Directions for this task: Repeat the data in full. Every line must match.

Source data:
--------

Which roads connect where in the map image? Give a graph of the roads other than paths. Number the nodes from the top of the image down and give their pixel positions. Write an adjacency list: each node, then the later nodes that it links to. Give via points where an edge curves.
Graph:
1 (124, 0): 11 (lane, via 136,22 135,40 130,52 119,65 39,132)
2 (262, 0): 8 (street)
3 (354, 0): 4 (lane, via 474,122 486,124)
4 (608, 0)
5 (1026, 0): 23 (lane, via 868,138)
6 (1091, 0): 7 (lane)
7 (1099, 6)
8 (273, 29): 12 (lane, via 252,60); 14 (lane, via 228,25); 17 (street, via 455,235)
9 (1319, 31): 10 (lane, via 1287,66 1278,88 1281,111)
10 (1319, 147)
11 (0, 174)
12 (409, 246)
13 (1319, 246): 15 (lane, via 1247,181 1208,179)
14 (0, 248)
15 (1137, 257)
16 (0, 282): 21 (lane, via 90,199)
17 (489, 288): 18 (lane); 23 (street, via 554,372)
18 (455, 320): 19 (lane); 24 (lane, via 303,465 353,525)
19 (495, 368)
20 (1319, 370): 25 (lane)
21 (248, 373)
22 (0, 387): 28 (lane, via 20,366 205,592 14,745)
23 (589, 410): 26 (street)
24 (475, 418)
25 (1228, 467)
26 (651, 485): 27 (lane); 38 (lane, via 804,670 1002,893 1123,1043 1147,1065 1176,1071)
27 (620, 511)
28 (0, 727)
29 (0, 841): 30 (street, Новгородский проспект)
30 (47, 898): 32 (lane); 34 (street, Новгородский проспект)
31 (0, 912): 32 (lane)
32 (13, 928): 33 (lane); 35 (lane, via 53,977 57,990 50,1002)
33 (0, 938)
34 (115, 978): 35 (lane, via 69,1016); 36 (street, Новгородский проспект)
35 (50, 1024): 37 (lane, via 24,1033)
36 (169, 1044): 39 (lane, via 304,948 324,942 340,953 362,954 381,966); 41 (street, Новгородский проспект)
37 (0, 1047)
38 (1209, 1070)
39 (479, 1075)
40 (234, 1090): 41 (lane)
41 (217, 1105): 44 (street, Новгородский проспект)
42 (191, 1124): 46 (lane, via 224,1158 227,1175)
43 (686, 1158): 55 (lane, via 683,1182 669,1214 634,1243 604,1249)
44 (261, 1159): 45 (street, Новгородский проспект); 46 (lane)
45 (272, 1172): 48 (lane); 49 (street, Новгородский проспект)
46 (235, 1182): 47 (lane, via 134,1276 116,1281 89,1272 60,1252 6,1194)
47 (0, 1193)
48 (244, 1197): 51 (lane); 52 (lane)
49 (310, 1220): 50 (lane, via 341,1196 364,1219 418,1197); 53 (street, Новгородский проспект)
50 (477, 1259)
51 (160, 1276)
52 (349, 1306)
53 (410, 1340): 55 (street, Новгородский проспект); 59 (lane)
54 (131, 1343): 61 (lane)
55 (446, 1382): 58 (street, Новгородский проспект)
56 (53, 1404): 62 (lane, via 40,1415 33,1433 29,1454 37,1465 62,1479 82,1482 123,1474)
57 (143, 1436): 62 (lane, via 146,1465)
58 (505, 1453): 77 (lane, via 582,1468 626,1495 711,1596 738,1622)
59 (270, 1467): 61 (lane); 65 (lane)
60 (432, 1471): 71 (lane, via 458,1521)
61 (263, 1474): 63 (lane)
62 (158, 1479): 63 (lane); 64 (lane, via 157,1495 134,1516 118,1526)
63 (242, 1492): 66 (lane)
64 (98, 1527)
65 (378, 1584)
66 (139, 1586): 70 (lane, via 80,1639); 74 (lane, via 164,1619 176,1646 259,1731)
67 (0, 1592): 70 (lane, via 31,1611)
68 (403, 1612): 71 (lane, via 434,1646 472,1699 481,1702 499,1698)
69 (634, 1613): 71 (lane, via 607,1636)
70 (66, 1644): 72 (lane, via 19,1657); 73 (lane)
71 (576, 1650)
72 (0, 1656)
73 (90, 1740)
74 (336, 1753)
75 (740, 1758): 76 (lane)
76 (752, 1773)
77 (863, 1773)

--------

Response to the task:
Which roads connect where in the map image? Give a graph of the roads other than paths. Number the nodes from the top of the image down and give their pixel positions. Write an adjacency list: each node, then the later nodes that it links to. Give via points where an edge curves.
Graph:
1 (124, 0): 11 (lane, via 136,22 135,40 130,52 119,65 39,132)
2 (262, 0): 8 (street)
3 (354, 0): 4 (lane, via 474,122 486,124)
4 (608, 0)
5 (1026, 0): 23 (lane, via 868,138)
6 (1091, 0): 7 (lane)
7 (1099, 6)
8 (273, 29): 12 (lane, via 252,60); 14 (lane, via 228,25); 17 (street, via 455,235)
9 (1319, 31): 10 (lane, via 1287,66 1278,88 1281,111)
10 (1319, 147)
11 (0, 174)
12 (409, 246)
13 (1319, 246): 15 (lane, via 1247,181 1208,179)
14 (0, 248)
15 (1137, 257)
16 (0, 282): 21 (lane, via 90,199)
17 (489, 288): 18 (lane); 23 (street, via 554,372)
18 (455, 320): 19 (lane); 24 (lane, via 303,465 353,525)
19 (495, 368)
20 (1319, 370): 25 (lane)
21 (248, 373)
22 (0, 387): 28 (lane, via 20,366 205,592 14,745)
23 (589, 410): 26 (street)
24 (475, 418)
25 (1228, 467)
26 (651, 485): 27 (lane); 38 (lane, via 804,670 1002,893 1123,1043 1147,1065 1176,1071)
27 (620, 511)
28 (0, 727)
29 (0, 841): 30 (street, Новгородский проспект)
30 (47, 898): 32 (lane); 34 (street, Новгородский проспект)
31 (0, 912): 32 (lane)
32 (13, 928): 33 (lane); 35 (lane, via 53,977 57,990 50,1002)
33 (0, 938)
34 (115, 978): 35 (lane, via 69,1016); 36 (street, Новгородский проспект)
35 (50, 1024): 37 (lane, via 24,1033)
36 (169, 1044): 39 (lane, via 304,948 324,942 340,953 362,954 381,966); 41 (street, Новгородский проспект)
37 (0, 1047)
38 (1209, 1070)
39 (479, 1075)
40 (234, 1090): 41 (lane)
41 (217, 1105): 44 (street, Новгородский проспект)
42 (191, 1124): 46 (lane, via 224,1158 227,1175)
43 (686, 1158): 55 (lane, via 683,1182 669,1214 634,1243 604,1249)
44 (261, 1159): 45 (street, Новгородский проспект); 46 (lane)
45 (272, 1172): 48 (lane); 49 (street, Новгородский проспект)
46 (235, 1182): 47 (lane, via 134,1276 116,1281 89,1272 60,1252 6,1194)
47 (0, 1193)
48 (244, 1197): 51 (lane); 52 (lane)
49 (310, 1220): 50 (lane, via 341,1196 364,1219 418,1197); 53 (street, Новгородский проспект)
50 (477, 1259)
51 (160, 1276)
52 (349, 1306)
53 (410, 1340): 55 (street, Новгородский проспект); 59 (lane)
54 (131, 1343): 61 (lane)
55 (446, 1382): 58 (street, Новгородский проспект)
56 (53, 1404): 62 (lane, via 40,1415 33,1433 29,1454 37,1465 62,1479 82,1482 123,1474)
57 (143, 1436): 62 (lane, via 146,1465)
58 (505, 1453): 77 (lane, via 582,1468 626,1495 711,1596 738,1622)
59 (270, 1467): 61 (lane); 65 (lane)
60 (432, 1471): 71 (lane, via 458,1521)
61 (263, 1474): 63 (lane)
62 (158, 1479): 63 (lane); 64 (lane, via 157,1495 134,1516 118,1526)
63 (242, 1492): 66 (lane)
64 (98, 1527)
65 (378, 1584)
66 (139, 1586): 70 (lane, via 80,1639); 74 (lane, via 164,1619 176,1646 259,1731)
67 (0, 1592): 70 (lane, via 31,1611)
68 (403, 1612): 71 (lane, via 434,1646 472,1699 481,1702 499,1698)
69 (634, 1613): 71 (lane, via 607,1636)
70 (66, 1644): 72 (lane, via 19,1657); 73 (lane)
71 (576, 1650)
72 (0, 1656)
73 (90, 1740)
74 (336, 1753)
75 (740, 1758): 76 (lane)
76 (752, 1773)
77 (863, 1773)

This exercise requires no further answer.